◆ Task details: Transcribe each of the records below exactly, excluding all pictures.

Stored data
━━━━━━━━━━
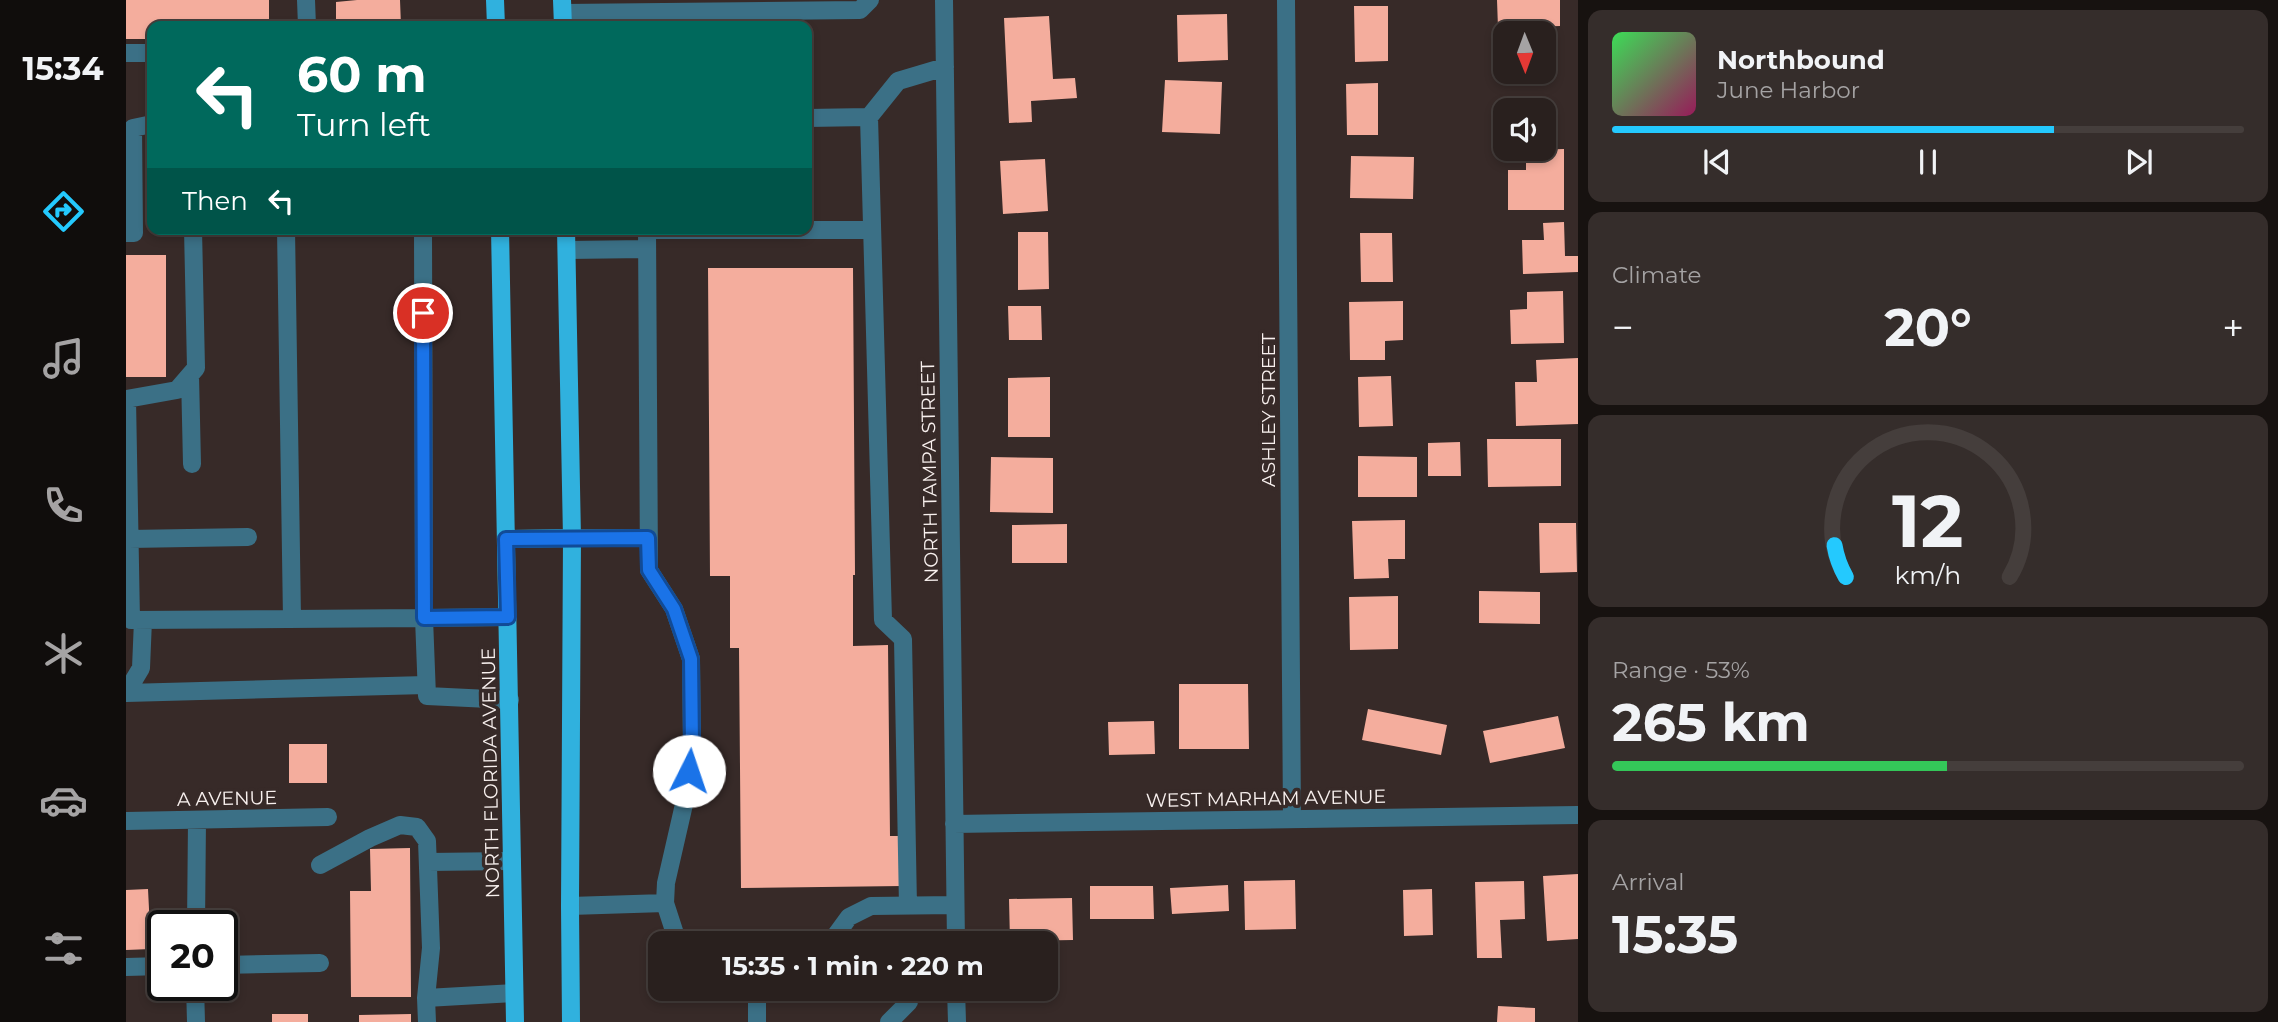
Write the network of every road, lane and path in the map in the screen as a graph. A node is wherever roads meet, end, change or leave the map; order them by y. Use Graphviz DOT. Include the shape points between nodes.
graph roads {
  1 [pos="306,0"];
  2 [pos="495,0"];
  3 [pos="870,0"];
  4 [pos="944,0"];
  5 [pos="1286,0"];
  6 [pos="625,6"];
  7 [pos="562,10"];
  8 [pos="307,21"];
  9 [pos="496,21"];
  10 [pos="126,53"];
  11 [pos="147,53"];
  12 [pos="945,67"];
  13 [pos="869,117"];
  14 [pos="812,118"];
  15 [pos="147,125"];
  16 [pos="812,230"];
  17 [pos="872,230"];
  18 [pos="126,233"];
  19 [pos="193,235"];
  20 [pos="286,235"];
  21 [pos="423,235"];
  22 [pos="500,235"];
  23 [pos="566,235"];
  24 [pos="646,235"];
  25 [pos="646,249"];
  26 [pos="567,250"];
  27 [pos="190,375"];
  28 [pos="126,399"];
  29 [pos="192,464"];
  30 [pos="248,537"];
  31 [pos="572,538"];
  32 [pos="648,538"];
  33 [pos="129,539"];
  34 [pos="506,539"];
  35 [pos="508,617"];
  36 [pos="424,618"];
  37 [pos="292,619"];
  38 [pos="143,620"];
  39 [pos="426,685"];
  40 [pos="126,693"];
  41 [pos="510,699"];
  42 [pos="1578,815"];
  43 [pos="328,817"];
  44 [pos="1292,819"];
  45 [pos="197,820"];
  46 [pos="126,821"];
  47 [pos="954,824"];
  48 [pos="512,861"];
  49 [pos="428,862"];
  50 [pos="320,865"];
  51 [pos="665,903"];
  52 [pos="908,905"];
  53 [pos="955,905"];
  54 [pos="570,906"];
  55 [pos="196,910"];
  56 [pos="674,931"];
  57 [pos="839,931"];
  58 [pos="956,931"];
  59 [pos="320,963"];
  60 [pos="238,965"];
  61 [pos="147,966"];
  62 [pos="126,967"];
  63 [pos="514,993"];
  64 [pos="426,998"];
  65 [pos="195,1001"];
  66 [pos="757,1001"];
  67 [pos="956,1001"];
  68 [pos="909,1002"];
  69 [pos="195,1022"];
  70 [pos="427,1022"];
  71 [pos="515,1022"];
  72 [pos="571,1022"];
  73 [pos="757,1022"];
  74 [pos="890,1022"];
  75 [pos="957,1022"];
  1 -- 8 [label="street"];
  2 -- 9 [label="main road"];
  3 -- 6 [label="street" via="860,10"];
  4 -- 12 [label="street, NORTH TAMPA STREET"];
  5 -- 44 [label="street, ASHLEY STREET"];
  6 -- 7 [label="street"];
  10 -- 11 [label="street"];
  12 -- 13 [label="street" via="898,81"];
  12 -- 47 [label="street, NORTH TAMPA STREET"];
  13 -- 14 [label="street"];
  13 -- 17 [label="street"];
  15 -- 18 [label="street" via="133,128 134,233"];
  16 -- 17 [label="street"];
  17 -- 52 [label="street" via="883,620 903,639"];
  19 -- 27 [label="street" via="196,368"];
  20 -- 37 [label="street"];
  21 -- 36 [label="street"];
  22 -- 34 [label="main road, NORTH FLORIDA AVENUE"];
  23 -- 26 [label="main road"];
  24 -- 25 [label="street"];
  25 -- 26 [label="street"];
  25 -- 32 [label="street"];
  26 -- 31 [label="main road"];
  27 -- 28 [label="street" via="177,390"];
  27 -- 29 [label="street"];
  28 -- 33 [label="street"];
  30 -- 33 [label="street"];
  31 -- 32 [label="street"];
  31 -- 34 [label="main road"];
  31 -- 54 [label="main road"];
  32 -- 51 [label="street" via="649,570 674,609 691,659 691,759"];
  33 -- 38 [label="street" via="131,620"];
  34 -- 35 [label="main road, NORTH FLORIDA AVENUE"];
  35 -- 36 [label="street"];
  35 -- 41 [label="main road, NORTH FLORIDA AVENUE"];
  36 -- 37 [label="street"];
  36 -- 39 [label="street"];
  37 -- 38 [label="street"];
  38 -- 40 [label="street" via="141,668"];
  39 -- 40 [label="street"];
  39 -- 41 [label="street" via="427,696"];
  41 -- 48 [label="main road, NORTH FLORIDA AVENUE"];
  42 -- 44 [label="street, WEST MARHAM AVENUE"];
  43 -- 45 [label="street, A AVENUE"];
  44 -- 47 [label="street, WEST MARHAM AVENUE"];
  45 -- 46 [label="street, A AVENUE"];
  45 -- 55 [label="street"];
  47 -- 53 [label="street, NORTH TAMPA STREET"];
  48 -- 49 [label="street"];
  48 -- 63 [label="main road, NORTH FLORIDA AVENUE"];
  49 -- 50 [label="street" via="427,841 417,827 400,825"];
  49 -- 64 [label="street" via="432,948"];
  51 -- 54 [label="street"];
  51 -- 56 [label="street"];
  52 -- 53 [label="street"];
  52 -- 57 [label="street" via="870,906 849,917"];
  53 -- 58 [label="street, NORTH TAMPA STREET"];
  54 -- 72 [label="main road"];
  59 -- 60 [label="street"];
  61 -- 62 [label="street"];
  63 -- 64 [label="street"];
  63 -- 71 [label="main road, NORTH FLORIDA AVENUE"];
  64 -- 70 [label="street"];
  65 -- 69 [label="street"];
  66 -- 73 [label="street"];
  67 -- 75 [label="street"];
  68 -- 74 [label="street"];
}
━━━━━━━━━━
◆ Exercise solution:
Write the network of every road, lane and path in the map in the screen as a graph. A node is wherever roads meet, end, change or leave the map; order them by y. Use Graphviz DOT. Include the shape points between nodes.
graph roads {
  1 [pos="306,0"];
  2 [pos="495,0"];
  3 [pos="870,0"];
  4 [pos="944,0"];
  5 [pos="1286,0"];
  6 [pos="625,6"];
  7 [pos="562,10"];
  8 [pos="307,21"];
  9 [pos="496,21"];
  10 [pos="126,53"];
  11 [pos="147,53"];
  12 [pos="945,67"];
  13 [pos="869,117"];
  14 [pos="812,118"];
  15 [pos="147,125"];
  16 [pos="812,230"];
  17 [pos="872,230"];
  18 [pos="126,233"];
  19 [pos="193,235"];
  20 [pos="286,235"];
  21 [pos="423,235"];
  22 [pos="500,235"];
  23 [pos="566,235"];
  24 [pos="646,235"];
  25 [pos="646,249"];
  26 [pos="567,250"];
  27 [pos="190,375"];
  28 [pos="126,399"];
  29 [pos="192,464"];
  30 [pos="248,537"];
  31 [pos="572,538"];
  32 [pos="648,538"];
  33 [pos="129,539"];
  34 [pos="506,539"];
  35 [pos="508,617"];
  36 [pos="424,618"];
  37 [pos="292,619"];
  38 [pos="143,620"];
  39 [pos="426,685"];
  40 [pos="126,693"];
  41 [pos="510,699"];
  42 [pos="1578,815"];
  43 [pos="328,817"];
  44 [pos="1292,819"];
  45 [pos="197,820"];
  46 [pos="126,821"];
  47 [pos="954,824"];
  48 [pos="512,861"];
  49 [pos="428,862"];
  50 [pos="320,865"];
  51 [pos="665,903"];
  52 [pos="908,905"];
  53 [pos="955,905"];
  54 [pos="570,906"];
  55 [pos="196,910"];
  56 [pos="674,931"];
  57 [pos="839,931"];
  58 [pos="956,931"];
  59 [pos="320,963"];
  60 [pos="238,965"];
  61 [pos="147,966"];
  62 [pos="126,967"];
  63 [pos="514,993"];
  64 [pos="426,998"];
  65 [pos="195,1001"];
  66 [pos="757,1001"];
  67 [pos="956,1001"];
  68 [pos="909,1002"];
  69 [pos="195,1022"];
  70 [pos="427,1022"];
  71 [pos="515,1022"];
  72 [pos="571,1022"];
  73 [pos="757,1022"];
  74 [pos="890,1022"];
  75 [pos="957,1022"];
  1 -- 8 [label="street"];
  2 -- 9 [label="main road"];
  3 -- 6 [label="street" via="860,10"];
  4 -- 12 [label="street, NORTH TAMPA STREET"];
  5 -- 44 [label="street, ASHLEY STREET"];
  6 -- 7 [label="street"];
  10 -- 11 [label="street"];
  12 -- 13 [label="street" via="898,81"];
  12 -- 47 [label="street, NORTH TAMPA STREET"];
  13 -- 14 [label="street"];
  13 -- 17 [label="street"];
  15 -- 18 [label="street" via="133,128 134,233"];
  16 -- 17 [label="street"];
  17 -- 52 [label="street" via="883,620 903,639"];
  19 -- 27 [label="street" via="196,368"];
  20 -- 37 [label="street"];
  21 -- 36 [label="street"];
  22 -- 34 [label="main road, NORTH FLORIDA AVENUE"];
  23 -- 26 [label="main road"];
  24 -- 25 [label="street"];
  25 -- 26 [label="street"];
  25 -- 32 [label="street"];
  26 -- 31 [label="main road"];
  27 -- 28 [label="street" via="177,390"];
  27 -- 29 [label="street"];
  28 -- 33 [label="street"];
  30 -- 33 [label="street"];
  31 -- 32 [label="street"];
  31 -- 34 [label="main road"];
  31 -- 54 [label="main road"];
  32 -- 51 [label="street" via="649,570 674,609 691,659 691,759"];
  33 -- 38 [label="street" via="131,620"];
  34 -- 35 [label="main road, NORTH FLORIDA AVENUE"];
  35 -- 36 [label="street"];
  35 -- 41 [label="main road, NORTH FLORIDA AVENUE"];
  36 -- 37 [label="street"];
  36 -- 39 [label="street"];
  37 -- 38 [label="street"];
  38 -- 40 [label="street" via="141,668"];
  39 -- 40 [label="street"];
  39 -- 41 [label="street" via="427,696"];
  41 -- 48 [label="main road, NORTH FLORIDA AVENUE"];
  42 -- 44 [label="street, WEST MARHAM AVENUE"];
  43 -- 45 [label="street, A AVENUE"];
  44 -- 47 [label="street, WEST MARHAM AVENUE"];
  45 -- 46 [label="street, A AVENUE"];
  45 -- 55 [label="street"];
  47 -- 53 [label="street, NORTH TAMPA STREET"];
  48 -- 49 [label="street"];
  48 -- 63 [label="main road, NORTH FLORIDA AVENUE"];
  49 -- 50 [label="street" via="427,841 417,827 400,825"];
  49 -- 64 [label="street" via="432,948"];
  51 -- 54 [label="street"];
  51 -- 56 [label="street"];
  52 -- 53 [label="street"];
  52 -- 57 [label="street" via="870,906 849,917"];
  53 -- 58 [label="street, NORTH TAMPA STREET"];
  54 -- 72 [label="main road"];
  59 -- 60 [label="street"];
  61 -- 62 [label="street"];
  63 -- 64 [label="street"];
  63 -- 71 [label="main road, NORTH FLORIDA AVENUE"];
  64 -- 70 [label="street"];
  65 -- 69 [label="street"];
  66 -- 73 [label="street"];
  67 -- 75 [label="street"];
  68 -- 74 [label="street"];
}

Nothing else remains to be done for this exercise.